---
title: ConvNet Evolutions, Architectures, Implementation Details and Advantages.
authors: Chris Ick, Soham Tamba, Ziyu Lei, Hengyu Tang
date: 14 February 2020
---
## [Proto-CNNs and Evolution to Modern CNNs](00:56:40-1:11:20)
### [Proto-Convolutional Neural Nets on Small Dataset](00:56:40-00:58:15)
Inspired by Fukushima's work on visual cortex modeling, using the simple/complex cell hierarchy combined with supervised training and backpropogation lead to the development of the first ConvNets at University of Toronto in '88-'99 by Prof. Yann LeCunn. The experiments used a small dataset of 320 'mouser-written' digits. Performances of the following architectures were compared:
1. Single FC(fully connected) Layer
2. Two FC Layers
3. Locally Connected Layers w/o shared weights
4. Constrained network w/ shared weights and local connections
5. Constrained network w/ shared weights and local connections 2 (more feature maps)

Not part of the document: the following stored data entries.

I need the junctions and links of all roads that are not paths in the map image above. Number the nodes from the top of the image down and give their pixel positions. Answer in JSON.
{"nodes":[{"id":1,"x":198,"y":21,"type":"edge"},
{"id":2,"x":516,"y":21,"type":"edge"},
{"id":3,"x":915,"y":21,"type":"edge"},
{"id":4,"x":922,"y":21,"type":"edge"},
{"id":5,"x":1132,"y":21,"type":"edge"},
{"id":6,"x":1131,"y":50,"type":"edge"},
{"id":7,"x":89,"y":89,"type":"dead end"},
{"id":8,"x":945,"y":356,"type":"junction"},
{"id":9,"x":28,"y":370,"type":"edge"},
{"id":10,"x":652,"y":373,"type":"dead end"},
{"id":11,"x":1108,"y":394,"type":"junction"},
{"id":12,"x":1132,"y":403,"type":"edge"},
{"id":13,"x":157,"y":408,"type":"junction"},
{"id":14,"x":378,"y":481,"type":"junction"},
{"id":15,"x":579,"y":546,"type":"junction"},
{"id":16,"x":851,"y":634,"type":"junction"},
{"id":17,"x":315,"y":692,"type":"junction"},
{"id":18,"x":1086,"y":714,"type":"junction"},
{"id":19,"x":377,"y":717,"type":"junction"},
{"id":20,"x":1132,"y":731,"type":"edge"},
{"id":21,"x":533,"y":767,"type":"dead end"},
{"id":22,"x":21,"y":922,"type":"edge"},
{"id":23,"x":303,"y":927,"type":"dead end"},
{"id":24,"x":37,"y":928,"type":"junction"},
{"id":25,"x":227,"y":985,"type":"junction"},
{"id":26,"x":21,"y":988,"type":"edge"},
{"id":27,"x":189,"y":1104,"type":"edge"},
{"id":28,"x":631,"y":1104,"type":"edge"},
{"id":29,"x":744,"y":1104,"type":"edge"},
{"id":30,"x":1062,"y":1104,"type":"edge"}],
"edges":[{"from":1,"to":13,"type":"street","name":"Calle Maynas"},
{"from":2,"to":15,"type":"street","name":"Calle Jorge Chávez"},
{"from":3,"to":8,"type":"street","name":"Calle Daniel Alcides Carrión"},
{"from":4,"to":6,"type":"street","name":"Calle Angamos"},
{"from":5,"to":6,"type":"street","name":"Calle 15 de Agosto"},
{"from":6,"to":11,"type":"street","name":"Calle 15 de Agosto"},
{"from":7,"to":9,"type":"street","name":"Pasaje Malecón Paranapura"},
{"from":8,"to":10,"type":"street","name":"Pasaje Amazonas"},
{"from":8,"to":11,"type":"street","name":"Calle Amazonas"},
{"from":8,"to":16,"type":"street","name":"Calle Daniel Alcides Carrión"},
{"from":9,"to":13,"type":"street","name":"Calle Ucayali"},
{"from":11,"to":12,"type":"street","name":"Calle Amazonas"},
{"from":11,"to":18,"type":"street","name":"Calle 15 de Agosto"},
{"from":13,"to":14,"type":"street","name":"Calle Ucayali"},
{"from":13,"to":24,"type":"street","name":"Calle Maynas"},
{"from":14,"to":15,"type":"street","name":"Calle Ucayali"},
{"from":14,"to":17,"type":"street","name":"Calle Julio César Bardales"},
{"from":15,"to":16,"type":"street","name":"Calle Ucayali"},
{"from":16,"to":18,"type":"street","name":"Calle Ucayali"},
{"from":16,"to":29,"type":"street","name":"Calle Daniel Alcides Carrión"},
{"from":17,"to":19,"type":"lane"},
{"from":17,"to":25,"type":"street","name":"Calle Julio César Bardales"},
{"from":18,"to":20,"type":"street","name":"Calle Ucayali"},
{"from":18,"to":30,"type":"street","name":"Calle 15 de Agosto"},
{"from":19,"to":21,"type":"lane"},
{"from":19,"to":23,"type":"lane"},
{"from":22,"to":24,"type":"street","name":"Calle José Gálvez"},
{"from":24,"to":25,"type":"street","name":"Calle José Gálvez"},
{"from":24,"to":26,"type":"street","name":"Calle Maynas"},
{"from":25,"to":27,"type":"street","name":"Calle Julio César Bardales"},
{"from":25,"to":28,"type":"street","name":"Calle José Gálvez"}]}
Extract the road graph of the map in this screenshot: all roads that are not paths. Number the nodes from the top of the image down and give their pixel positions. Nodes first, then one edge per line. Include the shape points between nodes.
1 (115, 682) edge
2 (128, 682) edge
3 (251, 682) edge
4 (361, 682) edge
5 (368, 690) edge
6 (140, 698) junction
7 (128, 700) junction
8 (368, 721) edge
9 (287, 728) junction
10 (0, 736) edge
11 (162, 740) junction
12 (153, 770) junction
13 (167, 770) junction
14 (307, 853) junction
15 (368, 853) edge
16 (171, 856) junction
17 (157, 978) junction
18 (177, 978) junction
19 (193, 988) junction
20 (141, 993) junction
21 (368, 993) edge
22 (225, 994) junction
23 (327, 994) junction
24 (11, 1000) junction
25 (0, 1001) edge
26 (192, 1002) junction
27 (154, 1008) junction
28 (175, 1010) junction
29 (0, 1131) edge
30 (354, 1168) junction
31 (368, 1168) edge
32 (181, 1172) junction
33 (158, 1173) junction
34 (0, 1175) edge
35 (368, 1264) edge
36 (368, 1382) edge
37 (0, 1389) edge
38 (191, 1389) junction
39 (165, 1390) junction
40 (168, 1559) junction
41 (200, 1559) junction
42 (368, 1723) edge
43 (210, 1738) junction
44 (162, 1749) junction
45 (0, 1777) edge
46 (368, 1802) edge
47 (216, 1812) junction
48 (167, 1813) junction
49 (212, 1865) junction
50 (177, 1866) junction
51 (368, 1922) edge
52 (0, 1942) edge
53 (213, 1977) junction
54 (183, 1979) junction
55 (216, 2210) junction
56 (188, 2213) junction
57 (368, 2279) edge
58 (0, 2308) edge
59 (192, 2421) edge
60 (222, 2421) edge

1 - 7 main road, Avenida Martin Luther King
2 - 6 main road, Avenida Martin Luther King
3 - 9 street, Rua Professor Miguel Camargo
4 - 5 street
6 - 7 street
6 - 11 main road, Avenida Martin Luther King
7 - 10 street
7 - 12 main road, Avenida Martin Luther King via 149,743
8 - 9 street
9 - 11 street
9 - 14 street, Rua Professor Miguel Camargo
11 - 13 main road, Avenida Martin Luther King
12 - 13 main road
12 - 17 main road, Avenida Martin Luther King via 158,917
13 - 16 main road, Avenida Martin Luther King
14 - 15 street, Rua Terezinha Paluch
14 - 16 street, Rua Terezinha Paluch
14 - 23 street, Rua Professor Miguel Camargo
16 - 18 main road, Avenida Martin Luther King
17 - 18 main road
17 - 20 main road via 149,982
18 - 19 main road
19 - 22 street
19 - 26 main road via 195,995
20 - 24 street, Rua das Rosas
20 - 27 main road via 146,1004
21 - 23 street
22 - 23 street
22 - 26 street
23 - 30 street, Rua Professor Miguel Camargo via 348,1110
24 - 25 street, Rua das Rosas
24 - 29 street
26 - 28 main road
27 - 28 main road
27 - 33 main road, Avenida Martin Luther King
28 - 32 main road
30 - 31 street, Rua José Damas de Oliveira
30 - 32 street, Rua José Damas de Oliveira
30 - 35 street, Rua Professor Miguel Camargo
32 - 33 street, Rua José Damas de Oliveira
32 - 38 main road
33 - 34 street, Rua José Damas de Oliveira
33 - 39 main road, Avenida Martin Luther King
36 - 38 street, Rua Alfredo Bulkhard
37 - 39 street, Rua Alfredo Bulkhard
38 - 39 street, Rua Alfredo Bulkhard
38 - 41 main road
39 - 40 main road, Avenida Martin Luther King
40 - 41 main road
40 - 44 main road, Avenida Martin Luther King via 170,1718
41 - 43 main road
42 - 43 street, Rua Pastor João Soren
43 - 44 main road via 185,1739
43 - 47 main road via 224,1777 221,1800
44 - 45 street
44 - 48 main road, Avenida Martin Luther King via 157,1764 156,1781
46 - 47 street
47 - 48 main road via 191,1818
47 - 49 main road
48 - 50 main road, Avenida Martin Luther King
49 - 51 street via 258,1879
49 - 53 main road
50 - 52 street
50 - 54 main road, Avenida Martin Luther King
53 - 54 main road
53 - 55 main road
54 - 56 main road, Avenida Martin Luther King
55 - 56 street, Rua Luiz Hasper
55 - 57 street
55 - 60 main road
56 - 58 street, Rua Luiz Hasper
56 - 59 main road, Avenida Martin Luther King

The most successful networks (constrained network with shared weights) had the strongest generalizability, and form the basis for modern CNNs. Meanwhile, singler FC layer tends to overfit.
### [First "Real" ConvNets at Bell Labs](00:58:15-00:59:39)
After moving to Bell Labs, LeCunn's research shifted to using handwritten zipcodes from the US Postal service to train a larger CNN:
* 256 (16x16) input layer
* 12 5x5 kernels with stride 2 (stepped 2 pixels): next layer has lower resolution
* **NO** separate pooling
### [Convolutional Network Architecture w/ Pooling](00:59:39-1:05:52)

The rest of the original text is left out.